Regular Decision (RD)

  • Here is where you consider your options. You accept on of your Early Action (EA) acceptances, go full speed ahead with Regular Decision and other colleges, and/or give another gallant effort to your unsuccess ED choice.
  • If you received generous financial aid packages from your EA schools, you may decide to wind the process down and accept one of those, To the contrary, you may want to explore all options and commit to spending the balance of December applying Regular Decision.

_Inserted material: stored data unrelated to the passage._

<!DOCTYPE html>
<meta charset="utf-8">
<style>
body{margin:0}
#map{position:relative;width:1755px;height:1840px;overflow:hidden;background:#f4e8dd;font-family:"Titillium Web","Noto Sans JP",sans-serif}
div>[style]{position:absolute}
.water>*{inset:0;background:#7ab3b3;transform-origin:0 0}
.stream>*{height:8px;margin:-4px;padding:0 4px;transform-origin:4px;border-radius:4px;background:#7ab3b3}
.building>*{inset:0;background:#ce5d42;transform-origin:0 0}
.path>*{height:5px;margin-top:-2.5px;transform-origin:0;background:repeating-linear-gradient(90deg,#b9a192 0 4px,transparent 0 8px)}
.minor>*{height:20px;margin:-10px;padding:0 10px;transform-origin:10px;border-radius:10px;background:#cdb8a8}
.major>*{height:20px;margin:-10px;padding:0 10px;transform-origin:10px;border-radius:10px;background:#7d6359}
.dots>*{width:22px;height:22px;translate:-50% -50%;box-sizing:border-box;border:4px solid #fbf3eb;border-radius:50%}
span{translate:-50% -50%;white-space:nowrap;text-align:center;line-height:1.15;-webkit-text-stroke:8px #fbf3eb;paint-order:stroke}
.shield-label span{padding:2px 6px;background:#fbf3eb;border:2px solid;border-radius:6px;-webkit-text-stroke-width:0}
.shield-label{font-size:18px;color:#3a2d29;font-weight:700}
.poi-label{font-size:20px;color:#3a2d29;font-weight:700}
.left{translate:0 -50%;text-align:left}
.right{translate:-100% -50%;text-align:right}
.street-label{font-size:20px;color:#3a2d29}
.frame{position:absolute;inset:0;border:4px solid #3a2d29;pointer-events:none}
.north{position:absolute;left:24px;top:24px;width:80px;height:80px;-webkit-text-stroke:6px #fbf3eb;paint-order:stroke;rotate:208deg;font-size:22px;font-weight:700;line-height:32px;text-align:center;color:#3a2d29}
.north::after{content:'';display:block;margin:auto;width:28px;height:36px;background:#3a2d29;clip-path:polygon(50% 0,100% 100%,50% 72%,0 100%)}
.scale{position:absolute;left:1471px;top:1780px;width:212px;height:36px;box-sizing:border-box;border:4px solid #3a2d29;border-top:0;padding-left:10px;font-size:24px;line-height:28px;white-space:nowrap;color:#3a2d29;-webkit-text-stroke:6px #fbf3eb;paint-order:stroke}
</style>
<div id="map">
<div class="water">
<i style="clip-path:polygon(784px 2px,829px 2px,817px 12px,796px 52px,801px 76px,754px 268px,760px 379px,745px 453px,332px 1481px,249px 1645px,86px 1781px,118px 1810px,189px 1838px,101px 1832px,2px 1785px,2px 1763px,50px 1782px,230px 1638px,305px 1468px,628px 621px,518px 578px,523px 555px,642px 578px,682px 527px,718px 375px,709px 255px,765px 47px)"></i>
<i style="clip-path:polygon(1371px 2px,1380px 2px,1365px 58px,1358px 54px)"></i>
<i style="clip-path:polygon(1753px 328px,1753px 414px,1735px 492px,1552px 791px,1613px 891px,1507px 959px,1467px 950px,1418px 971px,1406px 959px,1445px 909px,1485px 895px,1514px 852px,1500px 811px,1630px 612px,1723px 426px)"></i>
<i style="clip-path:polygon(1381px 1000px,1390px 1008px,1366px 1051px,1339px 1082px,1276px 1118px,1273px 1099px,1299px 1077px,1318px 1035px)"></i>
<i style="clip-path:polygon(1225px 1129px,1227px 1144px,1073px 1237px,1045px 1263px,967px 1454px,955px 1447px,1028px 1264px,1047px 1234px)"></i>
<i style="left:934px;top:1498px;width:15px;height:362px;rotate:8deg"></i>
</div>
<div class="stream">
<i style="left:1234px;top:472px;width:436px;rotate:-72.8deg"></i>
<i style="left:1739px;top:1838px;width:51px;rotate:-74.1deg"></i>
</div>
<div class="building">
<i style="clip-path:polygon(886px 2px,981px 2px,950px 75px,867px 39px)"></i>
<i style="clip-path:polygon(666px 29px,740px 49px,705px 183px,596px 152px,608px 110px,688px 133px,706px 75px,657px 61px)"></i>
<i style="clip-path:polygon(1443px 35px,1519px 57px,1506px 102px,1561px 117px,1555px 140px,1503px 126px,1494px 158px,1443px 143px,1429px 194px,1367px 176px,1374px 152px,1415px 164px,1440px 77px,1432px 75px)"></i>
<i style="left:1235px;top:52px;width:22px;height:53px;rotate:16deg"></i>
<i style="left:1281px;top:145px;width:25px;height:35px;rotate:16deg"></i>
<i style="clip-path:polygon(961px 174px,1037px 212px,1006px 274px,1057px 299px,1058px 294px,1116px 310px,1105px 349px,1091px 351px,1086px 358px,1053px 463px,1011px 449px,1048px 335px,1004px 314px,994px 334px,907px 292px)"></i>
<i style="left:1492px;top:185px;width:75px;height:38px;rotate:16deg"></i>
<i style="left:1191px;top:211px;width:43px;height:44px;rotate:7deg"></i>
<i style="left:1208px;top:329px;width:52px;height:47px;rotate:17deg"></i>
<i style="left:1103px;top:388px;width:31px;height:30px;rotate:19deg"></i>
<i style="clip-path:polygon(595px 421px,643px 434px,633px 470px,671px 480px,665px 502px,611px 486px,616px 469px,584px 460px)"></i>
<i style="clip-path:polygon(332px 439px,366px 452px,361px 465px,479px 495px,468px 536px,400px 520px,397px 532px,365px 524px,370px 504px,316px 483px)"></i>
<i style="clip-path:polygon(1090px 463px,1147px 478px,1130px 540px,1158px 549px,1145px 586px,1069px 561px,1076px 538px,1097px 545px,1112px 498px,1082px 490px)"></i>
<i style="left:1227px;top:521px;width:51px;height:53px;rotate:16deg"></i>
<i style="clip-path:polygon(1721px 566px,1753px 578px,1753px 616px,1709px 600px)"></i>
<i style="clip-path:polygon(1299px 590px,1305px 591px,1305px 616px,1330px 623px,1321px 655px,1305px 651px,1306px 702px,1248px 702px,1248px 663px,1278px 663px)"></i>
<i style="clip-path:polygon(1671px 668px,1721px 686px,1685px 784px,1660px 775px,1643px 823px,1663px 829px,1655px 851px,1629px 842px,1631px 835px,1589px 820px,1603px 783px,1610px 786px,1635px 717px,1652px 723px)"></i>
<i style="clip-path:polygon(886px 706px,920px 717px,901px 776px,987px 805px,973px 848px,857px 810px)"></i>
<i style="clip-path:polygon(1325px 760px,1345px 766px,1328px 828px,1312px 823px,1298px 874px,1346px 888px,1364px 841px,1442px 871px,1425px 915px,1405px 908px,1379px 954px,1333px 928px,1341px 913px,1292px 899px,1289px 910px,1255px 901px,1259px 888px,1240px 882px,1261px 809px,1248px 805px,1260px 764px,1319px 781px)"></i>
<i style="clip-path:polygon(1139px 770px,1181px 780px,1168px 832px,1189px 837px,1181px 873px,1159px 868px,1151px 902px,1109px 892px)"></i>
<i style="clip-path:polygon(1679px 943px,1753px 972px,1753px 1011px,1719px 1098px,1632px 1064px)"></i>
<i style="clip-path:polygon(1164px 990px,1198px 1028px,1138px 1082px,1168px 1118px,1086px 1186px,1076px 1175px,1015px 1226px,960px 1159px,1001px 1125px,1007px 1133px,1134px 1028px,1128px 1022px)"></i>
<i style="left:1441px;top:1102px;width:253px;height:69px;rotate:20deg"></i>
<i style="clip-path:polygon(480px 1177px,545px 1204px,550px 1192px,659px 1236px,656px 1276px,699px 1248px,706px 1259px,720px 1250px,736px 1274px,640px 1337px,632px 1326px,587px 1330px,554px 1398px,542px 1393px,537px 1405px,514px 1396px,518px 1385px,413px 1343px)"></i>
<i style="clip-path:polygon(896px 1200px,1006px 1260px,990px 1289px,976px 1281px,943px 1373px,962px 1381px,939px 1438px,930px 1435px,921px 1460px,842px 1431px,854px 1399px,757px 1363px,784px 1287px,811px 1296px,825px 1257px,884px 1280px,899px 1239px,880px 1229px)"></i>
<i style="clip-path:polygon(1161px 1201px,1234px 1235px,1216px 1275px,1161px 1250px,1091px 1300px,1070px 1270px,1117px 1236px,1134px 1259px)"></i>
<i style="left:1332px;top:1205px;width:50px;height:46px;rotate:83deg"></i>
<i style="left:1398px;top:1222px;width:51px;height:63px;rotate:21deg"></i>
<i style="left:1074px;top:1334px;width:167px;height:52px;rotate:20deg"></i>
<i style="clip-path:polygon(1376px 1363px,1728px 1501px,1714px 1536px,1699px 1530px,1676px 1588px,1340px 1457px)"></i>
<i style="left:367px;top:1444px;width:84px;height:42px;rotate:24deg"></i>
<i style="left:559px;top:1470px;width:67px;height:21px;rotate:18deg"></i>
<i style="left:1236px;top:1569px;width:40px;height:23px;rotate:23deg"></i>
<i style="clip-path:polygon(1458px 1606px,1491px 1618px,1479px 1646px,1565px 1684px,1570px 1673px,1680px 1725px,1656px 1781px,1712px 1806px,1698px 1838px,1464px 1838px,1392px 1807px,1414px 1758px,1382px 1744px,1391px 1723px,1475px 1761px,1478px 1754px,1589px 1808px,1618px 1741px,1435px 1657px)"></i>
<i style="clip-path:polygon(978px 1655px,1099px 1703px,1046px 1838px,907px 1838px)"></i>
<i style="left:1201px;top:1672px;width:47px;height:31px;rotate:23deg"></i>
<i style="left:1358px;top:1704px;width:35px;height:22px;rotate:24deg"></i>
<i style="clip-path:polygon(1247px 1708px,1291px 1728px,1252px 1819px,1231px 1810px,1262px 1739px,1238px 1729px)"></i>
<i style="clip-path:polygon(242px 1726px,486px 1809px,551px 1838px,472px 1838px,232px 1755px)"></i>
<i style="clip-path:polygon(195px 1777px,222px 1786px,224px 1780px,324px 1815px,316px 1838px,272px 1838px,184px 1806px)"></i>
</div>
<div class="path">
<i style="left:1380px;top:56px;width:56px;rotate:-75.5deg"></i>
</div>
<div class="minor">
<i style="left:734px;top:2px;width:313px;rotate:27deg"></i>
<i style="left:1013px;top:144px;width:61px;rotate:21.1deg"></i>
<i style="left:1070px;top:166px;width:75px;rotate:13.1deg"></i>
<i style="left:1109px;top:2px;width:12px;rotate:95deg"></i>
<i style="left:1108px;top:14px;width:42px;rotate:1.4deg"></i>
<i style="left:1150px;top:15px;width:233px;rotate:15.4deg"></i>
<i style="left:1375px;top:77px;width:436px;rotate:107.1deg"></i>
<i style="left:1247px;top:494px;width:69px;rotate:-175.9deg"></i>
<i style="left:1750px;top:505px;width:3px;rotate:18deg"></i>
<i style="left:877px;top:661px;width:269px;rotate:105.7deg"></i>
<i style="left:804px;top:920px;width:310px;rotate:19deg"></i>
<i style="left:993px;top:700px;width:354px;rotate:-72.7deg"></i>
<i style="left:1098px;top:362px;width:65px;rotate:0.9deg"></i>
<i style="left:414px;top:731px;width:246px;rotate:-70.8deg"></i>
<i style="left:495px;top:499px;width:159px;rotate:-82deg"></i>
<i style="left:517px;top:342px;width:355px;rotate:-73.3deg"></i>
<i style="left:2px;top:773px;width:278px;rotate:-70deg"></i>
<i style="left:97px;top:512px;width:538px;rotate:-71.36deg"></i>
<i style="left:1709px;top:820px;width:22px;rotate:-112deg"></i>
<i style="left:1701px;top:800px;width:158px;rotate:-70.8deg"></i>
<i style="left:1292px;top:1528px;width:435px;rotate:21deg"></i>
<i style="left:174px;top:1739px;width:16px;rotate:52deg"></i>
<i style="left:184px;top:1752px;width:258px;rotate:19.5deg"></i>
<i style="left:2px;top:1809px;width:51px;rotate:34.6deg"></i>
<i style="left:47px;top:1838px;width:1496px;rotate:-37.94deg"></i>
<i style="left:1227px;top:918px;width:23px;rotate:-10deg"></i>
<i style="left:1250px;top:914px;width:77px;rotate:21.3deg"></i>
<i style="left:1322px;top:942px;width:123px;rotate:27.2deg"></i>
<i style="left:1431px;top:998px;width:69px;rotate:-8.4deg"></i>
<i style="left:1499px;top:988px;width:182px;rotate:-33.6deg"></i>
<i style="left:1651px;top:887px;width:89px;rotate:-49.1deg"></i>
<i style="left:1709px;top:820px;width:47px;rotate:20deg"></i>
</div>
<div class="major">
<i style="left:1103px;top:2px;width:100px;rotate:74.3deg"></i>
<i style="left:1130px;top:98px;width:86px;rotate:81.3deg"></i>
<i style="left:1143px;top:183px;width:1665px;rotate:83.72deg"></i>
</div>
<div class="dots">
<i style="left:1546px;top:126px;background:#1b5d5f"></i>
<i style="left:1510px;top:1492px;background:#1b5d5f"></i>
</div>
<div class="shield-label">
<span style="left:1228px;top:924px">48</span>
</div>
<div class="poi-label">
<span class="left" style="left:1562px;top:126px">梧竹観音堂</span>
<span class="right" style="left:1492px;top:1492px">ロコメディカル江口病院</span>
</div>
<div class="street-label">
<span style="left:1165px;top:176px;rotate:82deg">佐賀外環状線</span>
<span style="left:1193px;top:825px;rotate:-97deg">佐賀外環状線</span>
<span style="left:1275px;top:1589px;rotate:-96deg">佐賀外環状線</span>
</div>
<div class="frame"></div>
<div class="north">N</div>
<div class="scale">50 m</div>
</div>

Ding Analysis: What went wrong?

  • While important not to belabor and regret past actions, it is worthwhile to access the ED/REA process and reflect in order to improve in the next phase. Often nothing went wrong! It was just a competitive field and too few spots to hand out. The college had institutional needs that you perhaps did not fill.

The Deferral Letter

  • Is your ED still your top choice?
    • If so, be sure to supply them with the information they request in order to show your qualifications and demonstrated interest. This may include Fall semester grades, scores, updated accomplishments, perhaps another short essay. Always show positivity and enthusiasm.

Letter of Support

  • This is perhaps the time to submit another, strong letter of recommendation or updated letter or call from your guidance counselor, teacher or coach.

Consider an application review by an admissions expert

  • When your parents receive a medical diagnosis or treatment recommendation, it is not uncommon to seek another expert opinion to determine consensus or options. Similarly, you may wish to seek an expert opinion on ways to bolster your application.

Visit the College

  • In a non-Covid world, a visit to the college to show demonstrated interest would be in order, perhaps even sitting in on a class and speaking with current students.
  • At the very minimum, contact your admissions representative and convey your continued desire to attend. Colleges love enthusiasm from their applicants.

Take Home Message

  • Understanding Your Odds
    • Your deferral means that the college has decided they do not have room for you; they want to let you down easy; or don’t wish to lost ‘political capital’ with your high school. To the contrary, is it may also mean that they like you and feel you’ll be more successful in the Regular Decision round.
  • In summary, to be offered a spot off of a deferral depends on the selectivity of the college. At Harvard or Stanford, your chances will be no higher than 2%, unless you meet some institutional need, such as an athlete, legacy, etc. At other institutions, your odds may be 20% or higher. No matter your profile, it is not a sure bet.


  • Most important is for you not to put your hopes on a “wing and a prayer.” Be realistic and make wise choices!


  • If your ED choice is still your top choice, then consider going “all in,” using all the leverage available to earn a second consideration of your application during RD.